[Data for the task — start]

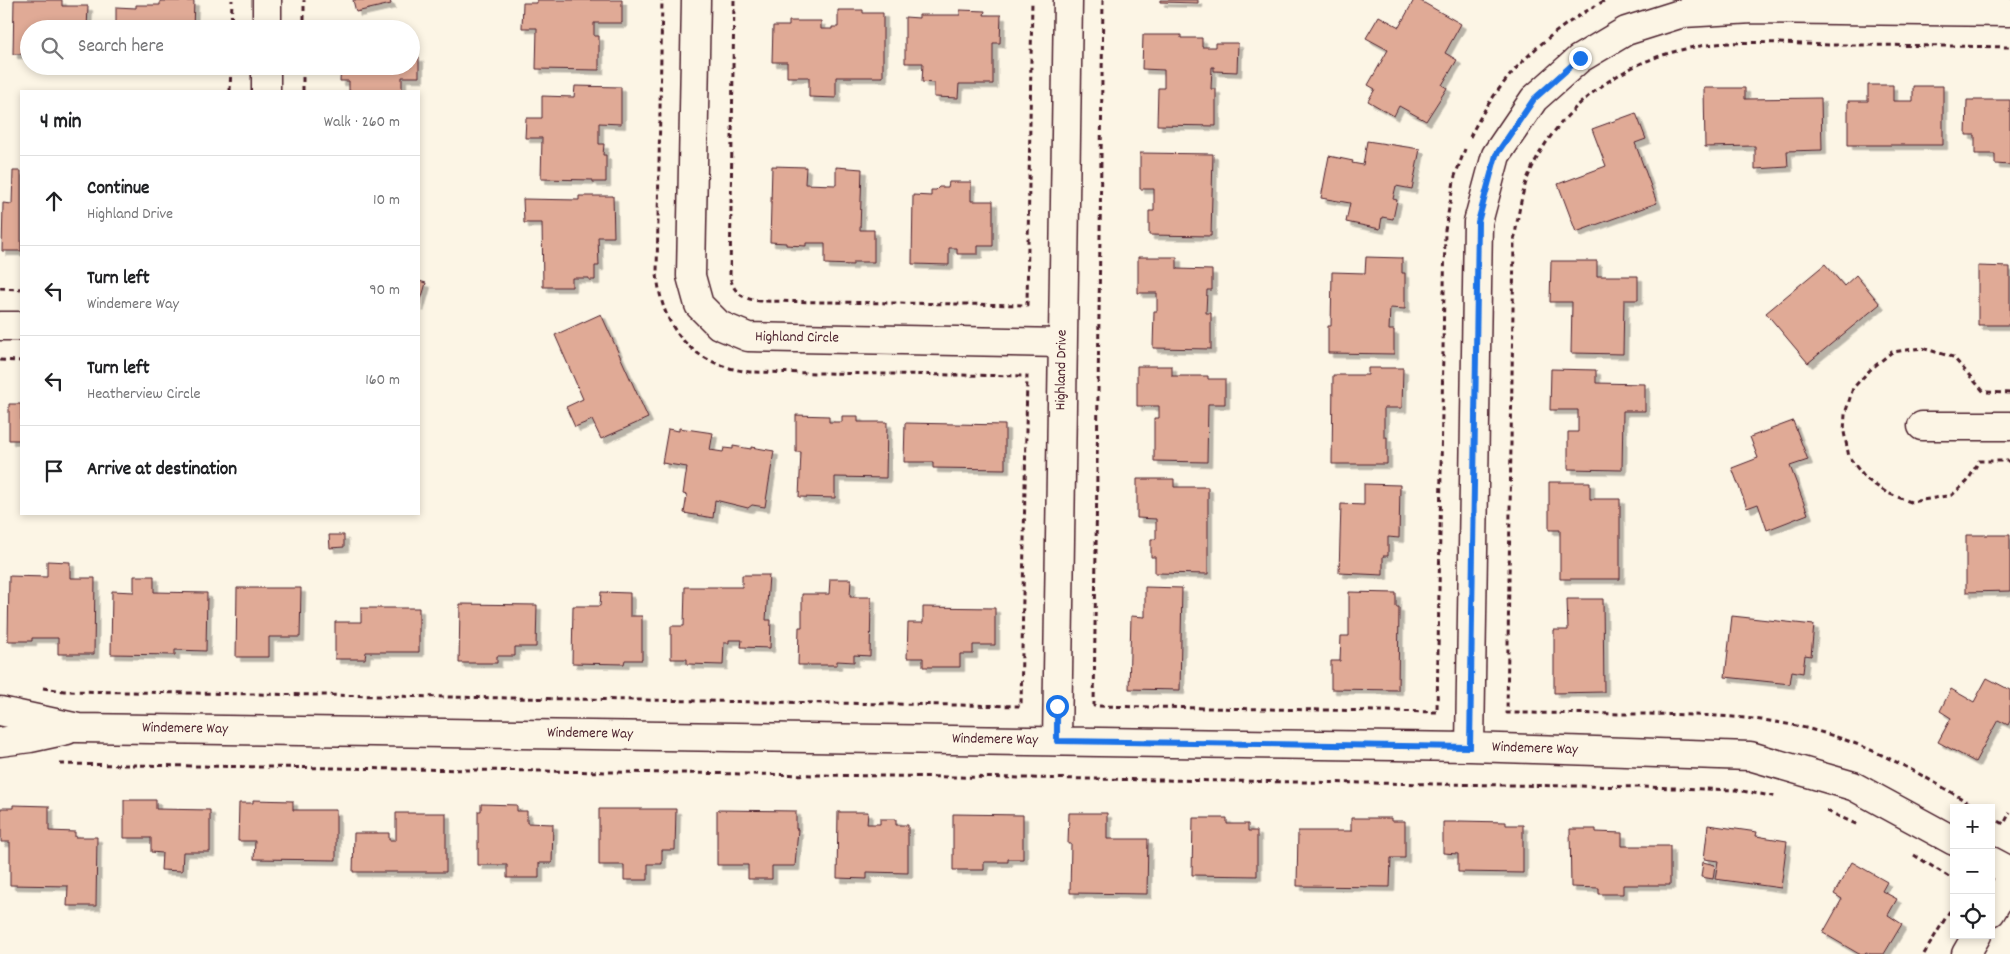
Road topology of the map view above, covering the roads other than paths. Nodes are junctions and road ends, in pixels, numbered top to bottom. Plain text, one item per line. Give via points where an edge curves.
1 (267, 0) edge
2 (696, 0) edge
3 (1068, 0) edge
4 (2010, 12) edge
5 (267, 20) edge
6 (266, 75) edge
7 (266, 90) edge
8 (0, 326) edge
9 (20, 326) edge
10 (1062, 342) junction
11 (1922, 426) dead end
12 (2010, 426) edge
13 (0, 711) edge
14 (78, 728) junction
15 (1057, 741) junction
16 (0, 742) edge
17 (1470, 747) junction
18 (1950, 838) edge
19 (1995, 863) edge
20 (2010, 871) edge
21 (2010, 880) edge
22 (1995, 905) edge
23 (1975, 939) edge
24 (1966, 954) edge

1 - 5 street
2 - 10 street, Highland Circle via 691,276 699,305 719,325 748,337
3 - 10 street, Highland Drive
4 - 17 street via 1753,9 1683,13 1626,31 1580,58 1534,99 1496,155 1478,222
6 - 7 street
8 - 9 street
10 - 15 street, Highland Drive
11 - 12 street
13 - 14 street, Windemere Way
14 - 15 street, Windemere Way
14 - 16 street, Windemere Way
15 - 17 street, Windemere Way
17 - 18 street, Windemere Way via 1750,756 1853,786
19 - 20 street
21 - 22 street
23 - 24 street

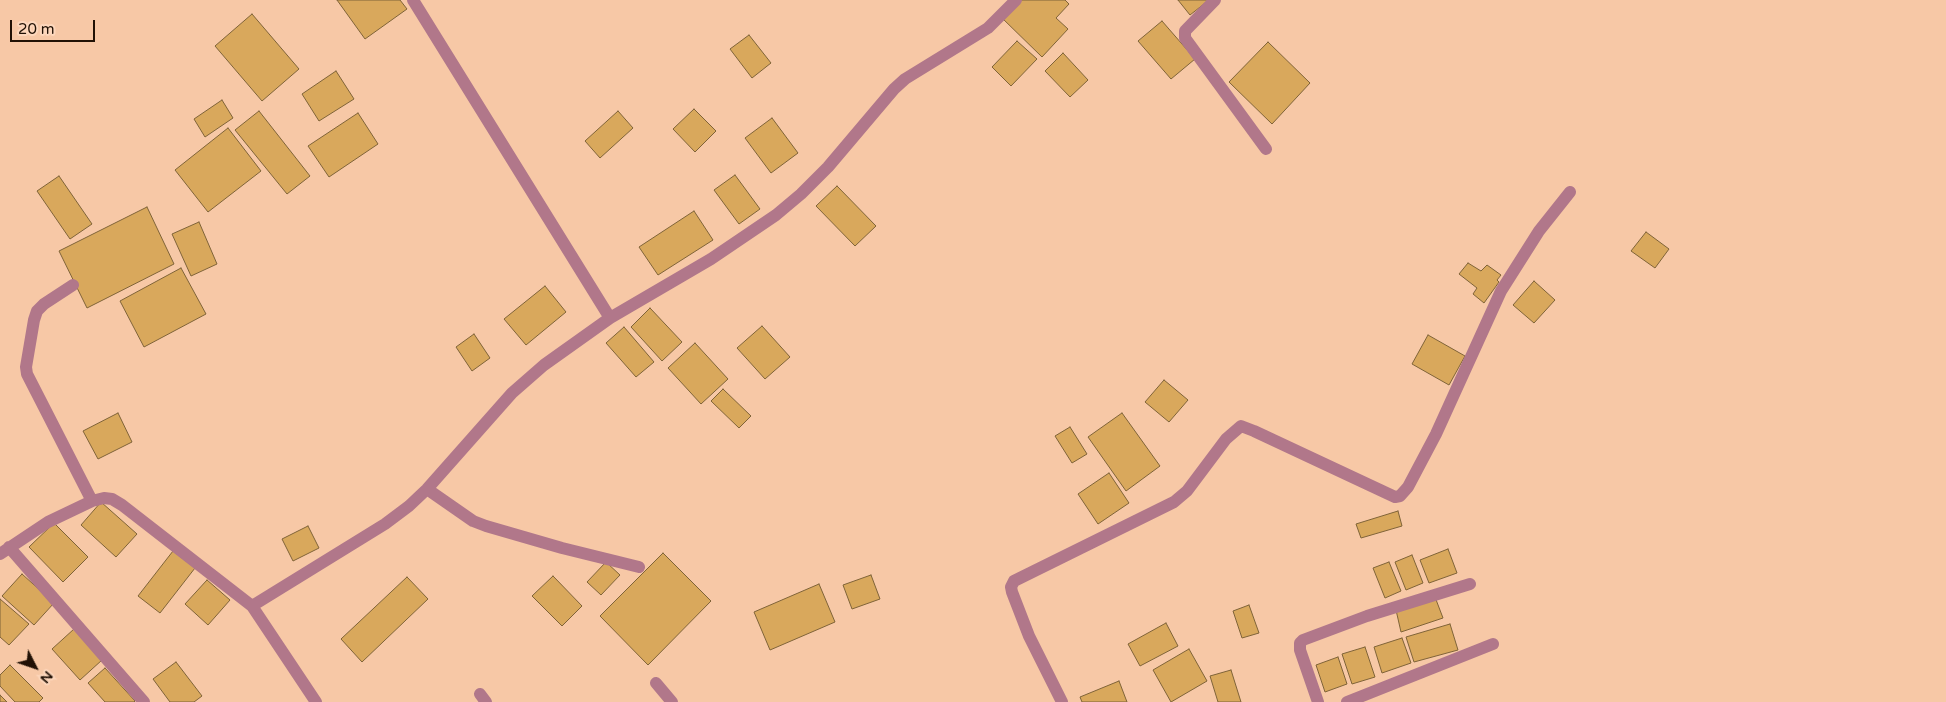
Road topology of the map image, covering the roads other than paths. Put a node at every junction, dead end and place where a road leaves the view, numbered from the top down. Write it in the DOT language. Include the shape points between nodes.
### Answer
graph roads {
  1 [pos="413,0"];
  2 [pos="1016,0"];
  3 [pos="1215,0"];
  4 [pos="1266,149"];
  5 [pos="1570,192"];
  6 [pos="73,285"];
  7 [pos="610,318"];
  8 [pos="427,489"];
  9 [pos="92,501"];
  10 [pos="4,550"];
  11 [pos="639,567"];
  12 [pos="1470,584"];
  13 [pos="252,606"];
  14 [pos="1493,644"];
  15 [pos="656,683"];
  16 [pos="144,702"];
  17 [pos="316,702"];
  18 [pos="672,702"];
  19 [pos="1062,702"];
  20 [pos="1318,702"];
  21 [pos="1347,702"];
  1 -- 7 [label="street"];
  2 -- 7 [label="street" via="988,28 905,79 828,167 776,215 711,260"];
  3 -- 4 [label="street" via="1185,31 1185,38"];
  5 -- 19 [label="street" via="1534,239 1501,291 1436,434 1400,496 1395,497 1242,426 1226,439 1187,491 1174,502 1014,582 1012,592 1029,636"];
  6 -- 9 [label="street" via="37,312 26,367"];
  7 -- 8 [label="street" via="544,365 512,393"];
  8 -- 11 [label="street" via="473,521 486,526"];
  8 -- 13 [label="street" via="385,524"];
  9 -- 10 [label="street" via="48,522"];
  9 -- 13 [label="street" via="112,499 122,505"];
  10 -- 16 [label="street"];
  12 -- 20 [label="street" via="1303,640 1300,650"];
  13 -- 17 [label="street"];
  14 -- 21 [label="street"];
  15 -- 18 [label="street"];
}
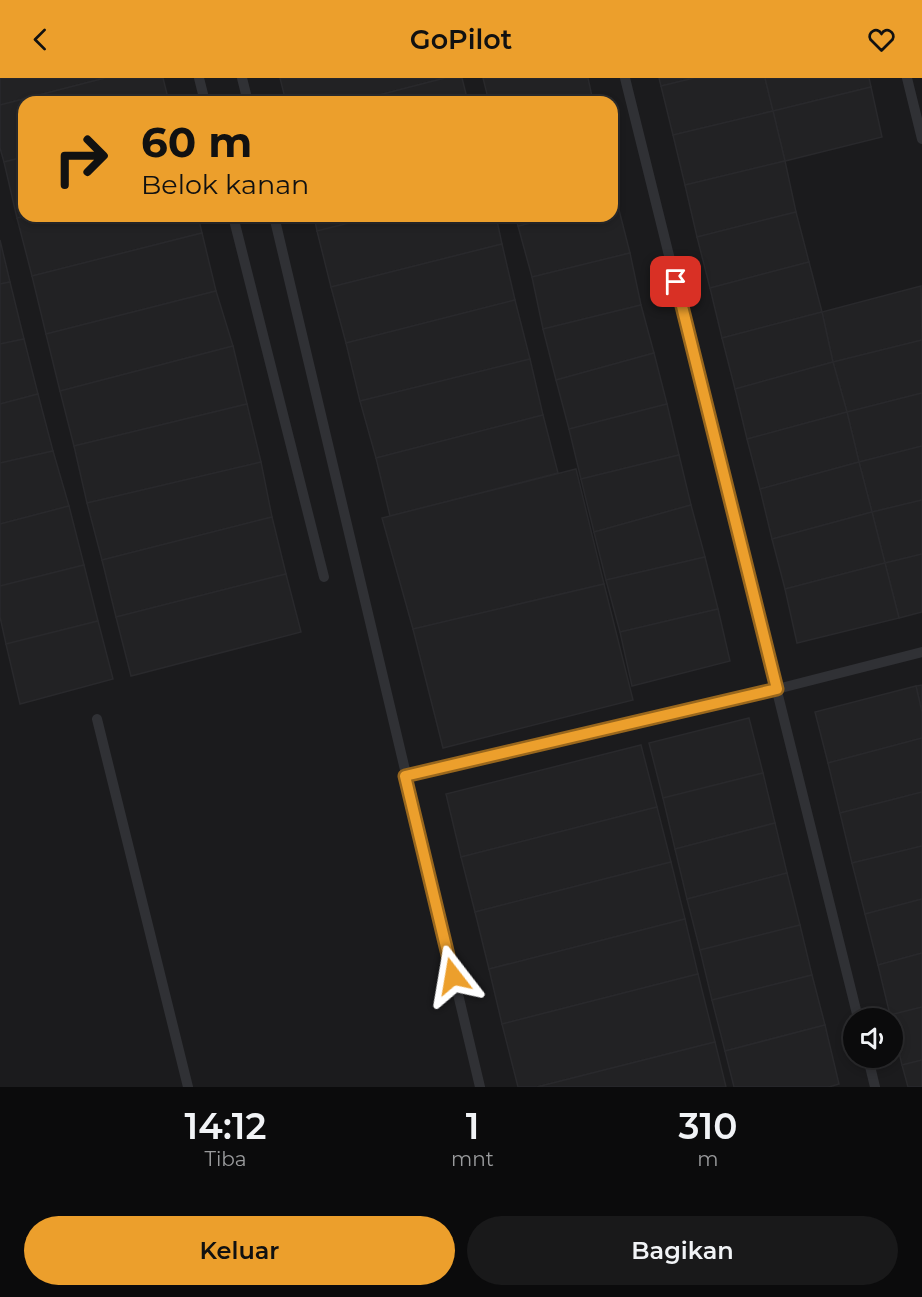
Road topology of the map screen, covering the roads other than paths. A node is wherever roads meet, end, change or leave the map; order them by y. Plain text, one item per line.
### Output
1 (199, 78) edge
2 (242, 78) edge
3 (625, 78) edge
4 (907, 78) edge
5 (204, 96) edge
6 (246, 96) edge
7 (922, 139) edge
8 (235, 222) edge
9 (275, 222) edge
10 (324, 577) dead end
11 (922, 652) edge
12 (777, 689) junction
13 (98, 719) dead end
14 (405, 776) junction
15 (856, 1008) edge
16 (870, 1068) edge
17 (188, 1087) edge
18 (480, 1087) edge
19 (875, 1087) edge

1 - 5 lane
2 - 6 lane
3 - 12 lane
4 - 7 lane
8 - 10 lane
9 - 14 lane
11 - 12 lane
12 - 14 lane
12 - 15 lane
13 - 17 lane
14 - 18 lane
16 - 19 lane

[Data for the task — finish]

◆ Assignment: Without the pictures, print the records in full, exactly as they appear.

◆ Answer for this exercise:
Road topology of the map view above, covering the roads other than paths. Nodes are junctions and road ends, in pixels, numbered top to bottom. Plain text, one item per line. Give via points where an edge curves.
1 (267, 0) edge
2 (696, 0) edge
3 (1068, 0) edge
4 (2010, 12) edge
5 (267, 20) edge
6 (266, 75) edge
7 (266, 90) edge
8 (0, 326) edge
9 (20, 326) edge
10 (1062, 342) junction
11 (1922, 426) dead end
12 (2010, 426) edge
13 (0, 711) edge
14 (78, 728) junction
15 (1057, 741) junction
16 (0, 742) edge
17 (1470, 747) junction
18 (1950, 838) edge
19 (1995, 863) edge
20 (2010, 871) edge
21 (2010, 880) edge
22 (1995, 905) edge
23 (1975, 939) edge
24 (1966, 954) edge

1 - 5 street
2 - 10 street, Highland Circle via 691,276 699,305 719,325 748,337
3 - 10 street, Highland Drive
4 - 17 street via 1753,9 1683,13 1626,31 1580,58 1534,99 1496,155 1478,222
6 - 7 street
8 - 9 street
10 - 15 street, Highland Drive
11 - 12 street
13 - 14 street, Windemere Way
14 - 15 street, Windemere Way
14 - 16 street, Windemere Way
15 - 17 street, Windemere Way
17 - 18 street, Windemere Way via 1750,756 1853,786
19 - 20 street
21 - 22 street
23 - 24 street

Road topology of the map image, covering the roads other than paths. Put a node at every junction, dead end and place where a road leaves the view, numbered from the top down. Write it in the DOT language. Include the shape points between nodes.
### Answer
graph roads {
  1 [pos="413,0"];
  2 [pos="1016,0"];
  3 [pos="1215,0"];
  4 [pos="1266,149"];
  5 [pos="1570,192"];
  6 [pos="73,285"];
  7 [pos="610,318"];
  8 [pos="427,489"];
  9 [pos="92,501"];
  10 [pos="4,550"];
  11 [pos="639,567"];
  12 [pos="1470,584"];
  13 [pos="252,606"];
  14 [pos="1493,644"];
  15 [pos="656,683"];
  16 [pos="144,702"];
  17 [pos="316,702"];
  18 [pos="672,702"];
  19 [pos="1062,702"];
  20 [pos="1318,702"];
  21 [pos="1347,702"];
  1 -- 7 [label="street"];
  2 -- 7 [label="street" via="988,28 905,79 828,167 776,215 711,260"];
  3 -- 4 [label="street" via="1185,31 1185,38"];
  5 -- 19 [label="street" via="1534,239 1501,291 1436,434 1400,496 1395,497 1242,426 1226,439 1187,491 1174,502 1014,582 1012,592 1029,636"];
  6 -- 9 [label="street" via="37,312 26,367"];
  7 -- 8 [label="street" via="544,365 512,393"];
  8 -- 11 [label="street" via="473,521 486,526"];
  8 -- 13 [label="street" via="385,524"];
  9 -- 10 [label="street" via="48,522"];
  9 -- 13 [label="street" via="112,499 122,505"];
  10 -- 16 [label="street"];
  12 -- 20 [label="street" via="1303,640 1300,650"];
  13 -- 17 [label="street"];
  14 -- 21 [label="street"];
  15 -- 18 [label="street"];
}
Road topology of the map screen, covering the roads other than paths. A node is wherever roads meet, end, change or leave the map; order them by y. Plain text, one item per line.
### Output
1 (199, 78) edge
2 (242, 78) edge
3 (625, 78) edge
4 (907, 78) edge
5 (204, 96) edge
6 (246, 96) edge
7 (922, 139) edge
8 (235, 222) edge
9 (275, 222) edge
10 (324, 577) dead end
11 (922, 652) edge
12 (777, 689) junction
13 (98, 719) dead end
14 (405, 776) junction
15 (856, 1008) edge
16 (870, 1068) edge
17 (188, 1087) edge
18 (480, 1087) edge
19 (875, 1087) edge

1 - 5 lane
2 - 6 lane
3 - 12 lane
4 - 7 lane
8 - 10 lane
9 - 14 lane
11 - 12 lane
12 - 14 lane
12 - 15 lane
13 - 17 lane
14 - 18 lane
16 - 19 lane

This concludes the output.